Fed critics heralded the depository bill as a long-awaited and much-needed assault on the government’s printing press. The libertarian Mises Institute commented that While the Texas depository is a government-owned enterprise, it nevertheless is an improvement since it is a case of decentralization… that will present alternatives to the federally-controlled monetary and banking systems.”

Time will tell if the new depository – whenever and wherever it will be built (not disclosed yet) – will become as popular as its supporters suggest. Some critics suggest that it is unwise of Texas to take on the risk of guarding potentially billions of dollars’ worth of physical precious metals. They argue that the NY Federal Reserve bank is a more secure site that has at its disposal more robust resources to guard and defend itself.


Perhaps the most interesting part of the legislation is that it purports to allow people to use gold as a form of money, as the US Constitution permits. Assuming it catches on, it will allow accounts to easily transfer certain amounts back and forth so that parties can make legal contracts in terms of gold.

This legislation, especially coming from a big state like Texas, has to scare the federal government and the central bankers at the Fed. The federal government and the Fed depend on the fiat monetary system to spend money, run up debt, bail out banks, and quietly tax people by way of debasing their money.

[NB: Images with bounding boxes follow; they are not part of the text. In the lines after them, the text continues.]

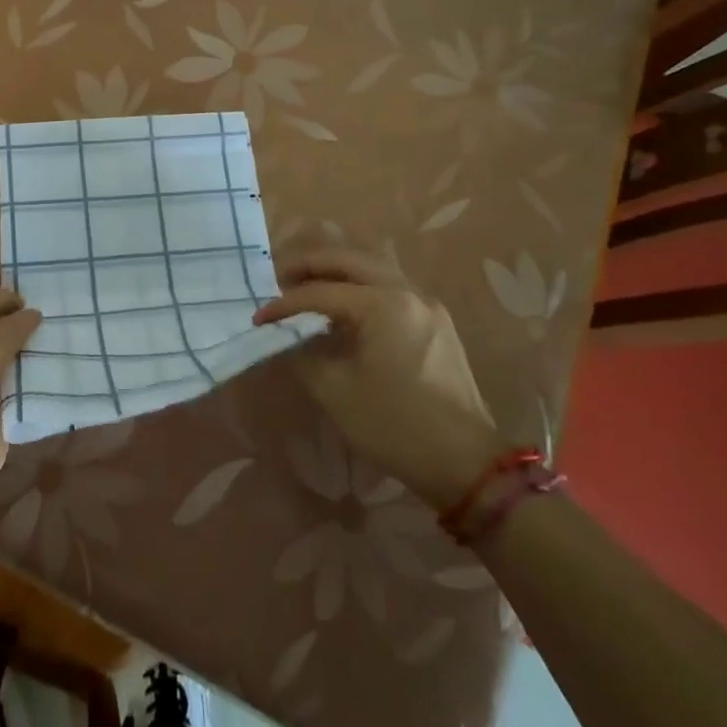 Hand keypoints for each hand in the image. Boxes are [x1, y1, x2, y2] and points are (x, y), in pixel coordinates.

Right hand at [255, 248, 504, 508]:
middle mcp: (407, 293)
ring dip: (336, 272)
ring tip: (307, 287)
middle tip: (279, 278)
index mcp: (383, 304)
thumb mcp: (335, 391)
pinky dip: (360, 287)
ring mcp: (427, 306)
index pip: (321, 292)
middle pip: (349, 261)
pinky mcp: (436, 324)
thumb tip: (287, 337)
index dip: (285, 304)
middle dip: (310, 266)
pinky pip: (390, 288)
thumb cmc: (395, 425)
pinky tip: (343, 308)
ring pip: (373, 269)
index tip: (259, 318)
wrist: (466, 464)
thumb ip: (302, 353)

And legislation such as this sends a strong message that they better not think about trying to confiscate gold, as has been done in the past. The new law explicitly declares that no“government or quasi-government authority other than an authority of Texas” will be able to confiscate or freeze an account inside the depository.

It will also be interesting to see if other states decide to follow suit on this type of legislation. In 2011, the State of Utah passed legislation affirming the acceptance of gold and silver as legal tender, so this Texas legislation did not come out of nowhere.

Finally, some anti-gold liberals, such as the Los Angeles Times and others, tried to make the case that the Texas Bullion Depository is the State’s first step toward seceding from the Union.PULEEEASE!!!  Nothing could be further from the truth.